Task to carry out: Please copy every line with the string "dead" from the entries below.

---

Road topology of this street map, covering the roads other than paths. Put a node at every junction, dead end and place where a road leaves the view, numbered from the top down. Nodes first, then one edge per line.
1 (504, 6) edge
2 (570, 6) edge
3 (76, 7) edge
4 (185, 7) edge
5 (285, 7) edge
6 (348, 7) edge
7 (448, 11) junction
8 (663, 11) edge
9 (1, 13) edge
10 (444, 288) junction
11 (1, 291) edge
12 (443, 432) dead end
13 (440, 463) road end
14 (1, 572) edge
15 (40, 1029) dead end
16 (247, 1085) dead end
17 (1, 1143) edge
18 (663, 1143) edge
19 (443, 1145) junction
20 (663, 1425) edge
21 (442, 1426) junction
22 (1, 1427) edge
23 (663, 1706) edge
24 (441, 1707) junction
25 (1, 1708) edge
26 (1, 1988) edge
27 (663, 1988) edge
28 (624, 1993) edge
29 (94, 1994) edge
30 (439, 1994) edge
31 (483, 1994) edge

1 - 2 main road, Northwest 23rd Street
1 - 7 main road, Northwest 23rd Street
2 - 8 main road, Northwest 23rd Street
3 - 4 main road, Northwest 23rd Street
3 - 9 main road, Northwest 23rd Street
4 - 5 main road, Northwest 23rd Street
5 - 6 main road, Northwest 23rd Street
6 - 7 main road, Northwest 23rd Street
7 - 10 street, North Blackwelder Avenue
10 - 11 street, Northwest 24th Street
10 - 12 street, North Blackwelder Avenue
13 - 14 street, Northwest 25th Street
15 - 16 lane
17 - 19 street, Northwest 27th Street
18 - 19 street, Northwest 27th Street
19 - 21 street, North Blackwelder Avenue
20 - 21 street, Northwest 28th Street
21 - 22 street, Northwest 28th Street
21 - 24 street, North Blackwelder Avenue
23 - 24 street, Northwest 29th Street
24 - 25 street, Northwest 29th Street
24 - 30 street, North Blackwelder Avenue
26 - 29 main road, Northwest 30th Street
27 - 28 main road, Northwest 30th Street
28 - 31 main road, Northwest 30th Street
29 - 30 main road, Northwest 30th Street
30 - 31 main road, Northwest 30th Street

---

Answer to this problem:
Road topology of this street map, covering the roads other than paths. Put a node at every junction, dead end and place where a road leaves the view, numbered from the top down. Nodes first, then one edge per line.
12 (443, 432) dead end
15 (40, 1029) dead end
16 (247, 1085) dead end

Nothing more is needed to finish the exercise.